ネイサン・ミルスタイン、発明の達人(II)
静かな魔術師のいくつかの思い出。クリストファー・ニューペン監督の映画
出演者
プログラム解説
20世紀を代表する最高の演奏家の一人であり、73年にわたるキャリアを持ち、その時代のほぼすべての国際的な音楽家から賞賛と尊敬を勝ち得、ほとんどの人々から真の愛情を受けた芸術家による二部構成の映画。
なぜ「発明の達人」なのか?それは、ナタン・ミロノヴィチ・ミルシュタインのヴァイオリンにおける新しい演奏法を発明する能力が、彼のキャリアを通じて音楽家、批評家、そして聴衆を常に驚かせたからである。
「彼の時代で最もほぼ完璧なヴァイオリニスト」とニューヨーク・タイムズは評した。11歳の時、ナタン・ミルシュタインはサンクトペテルブルクのアウアーのクラスでの初登場でレオポルド・アウアーとヤッシャ・ハイフェッツを驚かせた。これによりアウアーは生徒たちに「さて、この黒海流のテクニックはどうだ?」と尋ね、アウアーがあまりの驚きに気絶したという噂が広まった。11歳の演奏者としては悪くないスタートであった。

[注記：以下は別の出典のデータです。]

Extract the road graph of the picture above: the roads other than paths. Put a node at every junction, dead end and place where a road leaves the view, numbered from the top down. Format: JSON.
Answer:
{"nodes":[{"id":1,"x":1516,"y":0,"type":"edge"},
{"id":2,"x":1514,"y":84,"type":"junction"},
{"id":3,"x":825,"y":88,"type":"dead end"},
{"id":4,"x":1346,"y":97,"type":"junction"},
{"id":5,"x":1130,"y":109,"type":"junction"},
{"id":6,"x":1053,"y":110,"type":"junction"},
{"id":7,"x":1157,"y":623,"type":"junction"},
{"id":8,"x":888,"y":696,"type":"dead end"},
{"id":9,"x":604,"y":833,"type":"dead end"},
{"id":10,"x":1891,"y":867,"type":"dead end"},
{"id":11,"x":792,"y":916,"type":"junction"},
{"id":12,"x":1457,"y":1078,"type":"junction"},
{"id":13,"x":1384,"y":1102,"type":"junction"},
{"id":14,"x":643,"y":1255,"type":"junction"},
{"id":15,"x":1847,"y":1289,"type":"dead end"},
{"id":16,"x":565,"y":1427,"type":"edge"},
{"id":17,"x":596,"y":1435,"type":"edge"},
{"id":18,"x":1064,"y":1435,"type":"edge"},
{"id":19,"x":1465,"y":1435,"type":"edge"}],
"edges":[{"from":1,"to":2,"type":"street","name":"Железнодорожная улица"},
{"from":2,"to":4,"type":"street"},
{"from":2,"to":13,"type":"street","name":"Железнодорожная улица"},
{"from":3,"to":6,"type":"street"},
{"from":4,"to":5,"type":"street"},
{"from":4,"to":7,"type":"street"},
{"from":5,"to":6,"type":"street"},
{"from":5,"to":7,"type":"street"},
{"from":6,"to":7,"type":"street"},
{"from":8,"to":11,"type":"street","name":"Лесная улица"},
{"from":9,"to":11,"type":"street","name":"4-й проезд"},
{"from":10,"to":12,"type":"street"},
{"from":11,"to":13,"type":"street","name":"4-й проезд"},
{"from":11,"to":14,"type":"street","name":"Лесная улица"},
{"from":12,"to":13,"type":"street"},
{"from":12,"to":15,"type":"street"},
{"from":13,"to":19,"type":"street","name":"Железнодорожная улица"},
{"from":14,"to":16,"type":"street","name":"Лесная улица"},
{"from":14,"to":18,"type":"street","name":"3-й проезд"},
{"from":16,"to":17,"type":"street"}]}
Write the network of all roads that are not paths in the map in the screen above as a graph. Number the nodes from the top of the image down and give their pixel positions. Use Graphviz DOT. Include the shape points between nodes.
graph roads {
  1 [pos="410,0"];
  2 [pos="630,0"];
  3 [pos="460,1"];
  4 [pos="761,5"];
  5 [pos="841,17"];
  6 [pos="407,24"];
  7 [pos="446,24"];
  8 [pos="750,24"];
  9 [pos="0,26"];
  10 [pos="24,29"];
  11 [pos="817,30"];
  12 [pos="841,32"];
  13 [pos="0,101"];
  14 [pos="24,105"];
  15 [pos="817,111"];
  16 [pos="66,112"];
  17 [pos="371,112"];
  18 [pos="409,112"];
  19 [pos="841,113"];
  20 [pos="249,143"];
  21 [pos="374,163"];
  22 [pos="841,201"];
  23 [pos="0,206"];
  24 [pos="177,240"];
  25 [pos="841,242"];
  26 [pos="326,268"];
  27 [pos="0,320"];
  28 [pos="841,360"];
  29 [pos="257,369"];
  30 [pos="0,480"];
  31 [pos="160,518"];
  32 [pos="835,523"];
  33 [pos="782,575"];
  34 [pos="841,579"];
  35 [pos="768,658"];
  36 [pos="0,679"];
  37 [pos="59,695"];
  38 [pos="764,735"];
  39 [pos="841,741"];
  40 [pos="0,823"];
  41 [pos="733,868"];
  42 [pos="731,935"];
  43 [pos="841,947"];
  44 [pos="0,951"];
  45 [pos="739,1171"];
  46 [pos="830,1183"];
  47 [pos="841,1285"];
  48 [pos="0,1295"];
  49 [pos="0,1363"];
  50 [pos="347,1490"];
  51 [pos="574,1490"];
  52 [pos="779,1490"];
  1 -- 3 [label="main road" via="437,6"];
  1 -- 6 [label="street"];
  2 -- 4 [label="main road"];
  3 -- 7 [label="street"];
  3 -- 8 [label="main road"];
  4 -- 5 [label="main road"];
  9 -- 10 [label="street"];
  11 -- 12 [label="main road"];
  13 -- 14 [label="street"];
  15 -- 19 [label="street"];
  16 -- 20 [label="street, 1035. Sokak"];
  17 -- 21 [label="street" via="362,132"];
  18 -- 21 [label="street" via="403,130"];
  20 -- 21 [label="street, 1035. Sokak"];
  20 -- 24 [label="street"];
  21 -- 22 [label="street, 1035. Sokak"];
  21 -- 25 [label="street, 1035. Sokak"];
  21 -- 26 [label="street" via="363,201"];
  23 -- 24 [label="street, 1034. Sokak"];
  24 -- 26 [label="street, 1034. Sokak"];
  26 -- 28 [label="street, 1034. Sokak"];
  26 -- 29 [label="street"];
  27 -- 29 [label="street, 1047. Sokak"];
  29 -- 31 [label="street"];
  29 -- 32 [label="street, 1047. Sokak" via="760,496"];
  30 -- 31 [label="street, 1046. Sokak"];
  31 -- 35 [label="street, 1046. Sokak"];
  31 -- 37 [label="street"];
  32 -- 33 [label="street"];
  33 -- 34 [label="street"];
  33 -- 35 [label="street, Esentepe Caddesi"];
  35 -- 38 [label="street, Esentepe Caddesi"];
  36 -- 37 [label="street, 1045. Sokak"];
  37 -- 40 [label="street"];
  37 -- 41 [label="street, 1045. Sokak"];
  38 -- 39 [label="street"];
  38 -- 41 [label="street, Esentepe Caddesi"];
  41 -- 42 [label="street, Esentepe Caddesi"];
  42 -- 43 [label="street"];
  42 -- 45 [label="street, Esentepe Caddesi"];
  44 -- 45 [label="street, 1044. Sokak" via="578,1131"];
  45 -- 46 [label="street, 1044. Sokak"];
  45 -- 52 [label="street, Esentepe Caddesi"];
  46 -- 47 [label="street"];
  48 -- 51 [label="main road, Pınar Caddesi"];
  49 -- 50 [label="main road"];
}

それから1年も経たないうちに、彼はアレクサンドル・グラズノフのヴァイオリン協奏曲に変更を加え、作曲者自身が指揮をするリハーサルでグラズノフを驚かせた。ミルシュタインは、グラズノフが月光眼鏡越しに「私のやったことが気に入らないのか?」と尋ねたと語っている。若きヴァイオリニストは即座に楽譜に合わせて演奏を修正したが、リハーサル後にグラズノフは寛大にも次のコンサートでは自分のやり方で演奏するよう招待した。
これら二つの映画の最初の冒頭で、ナタン・ミルシュタインはピンカス・ズーカーマンに「練習するだけでは十分ではない。もちろん練習は必要だが、より良くする方法を発明しなければならない」と語っている。82歳での最後のコンサートまで、ナタン・ミルシュタインは常により良くする方法を発明し続けていたというのは感銘深い真実である。
また、これらの映画の大部分を占める最後のコンサートで、彼が左手の第一指の不調に対応するために指使いを絶えず修正していたことも同様に驚くべきことであり印象的である。それが可能だったのは、彼がキャリアを通じて、実際のコンサート中でさえ指使いを修正し続けて音楽を生き生きと保っていたからであり、それは驚異的な偉業であった。そしてストックホルムでの音楽の成果は、かつてないほど新鮮で、不調の指を全く感じさせなかった。